Another sheet of their never ending.
There's your mother wetting back your wild curl.
I'm your father. That's us three, pointing up.
Dear girl. They will not—it's we who do—end.
“Never-Ending Birds” first published in The New Yorker magazine June 4, 2007
The Truth about Small Towns
1. THE TRUTH ABOUT SMALL TOWNS
It never stops raining. The water tower's tarnished
as cutlery left damp in the widower's hutch.
If you walk slow (but don't stop), you're not from nearby.
All you can eat for a buck at the diner is
cream gravy on sourdough, blood sausage, and coffee.
Never lie. The preacher before this one dropped bombs
in the war and walked with a limp at parade time.
Until it burned, the old depot was a disco.
A cafe. A card shoppe. A parts place for combines.
Randy + Rhonda shows up each spring on the bridge.
If you walk fast you did it. Nothing's more lonesome
than money. (Who says shoppe?) It never rains.
2. GRAVEYARD
Heat in the short field and dust scuffed up, glare
off the guard-tower glass where the three pickets
lean on their guns. The score is one to one.
Everybody's nervous but the inmates,
who joke around—they jostle, they hassle
the team of boys in trouble and their dads.
It's all in sport. The warden is the ump.
The flat bleachers are dotted with guards; no
one can recall the last time they got one
over the wall. The cons play hard, then lose.
And the warden springs for drinks all around—
something he calls graveyard, which is five kinds
of soda pop poured over ice into
each one's cup, until the cup overflows.
3. COUNCIL MEETING
The latest uproar: to allow Wendy's
to build another fast-food burger shack
on two acres of wetlands near Raccoon Creek,
or to permit the conservationist
well-to-do citizenry to keep their green
space and thus assure long, unsullied views
from their redwood decks, picture windows,
and backyards chemically rich as golf greens.
The paper's rife with spats, accusations,
pieties both ways. Wendy's promises
flowers, jobs. The citizens want this, too,
but want it five miles away where people
don't care about egrets, willows, good views.

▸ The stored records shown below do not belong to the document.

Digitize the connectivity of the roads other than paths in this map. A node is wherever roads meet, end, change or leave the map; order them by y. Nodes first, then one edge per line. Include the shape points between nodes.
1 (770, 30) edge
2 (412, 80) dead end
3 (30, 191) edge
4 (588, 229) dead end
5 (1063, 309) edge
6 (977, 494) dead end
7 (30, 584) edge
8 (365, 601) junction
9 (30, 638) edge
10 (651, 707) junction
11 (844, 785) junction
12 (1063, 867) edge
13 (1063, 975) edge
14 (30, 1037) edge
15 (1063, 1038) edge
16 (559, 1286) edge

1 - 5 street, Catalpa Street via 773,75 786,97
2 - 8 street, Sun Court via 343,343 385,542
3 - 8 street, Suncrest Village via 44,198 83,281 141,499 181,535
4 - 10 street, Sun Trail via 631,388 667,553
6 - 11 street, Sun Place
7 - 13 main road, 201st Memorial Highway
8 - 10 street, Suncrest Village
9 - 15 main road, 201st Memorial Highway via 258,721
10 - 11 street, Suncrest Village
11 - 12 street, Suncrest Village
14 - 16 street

Oh, it's going to be a long night: call
out for pizza, somebody brew some tea.
Then we'll all stand up for what we believe.
4. CHARMING
The remnant industry of a dying town's itself.
Faux charm, flaked paint, innuendo in a nasal twang.
Now the hardware store's got how-to kits to make
mushrooms out of plywood for the yard,
and the corner grocery's specialty this week
is mango chutney, good with rabbit, duck, or spread
for breakfast on a whole-wheat bagel fresh
each morning at the small patisserie across
the way from the red hotel. Which reminds me.
Legend has it that the five chipped divots
in the hotel wall—local lime and mortar—
are what remains of the town's last bad man.
His fiery death's renowned, but don't look now
Someone with a camera's drawing down on you.
“The Truth about Small Towns” from The Truth About Small Towns. 1998. University of Arkansas Press.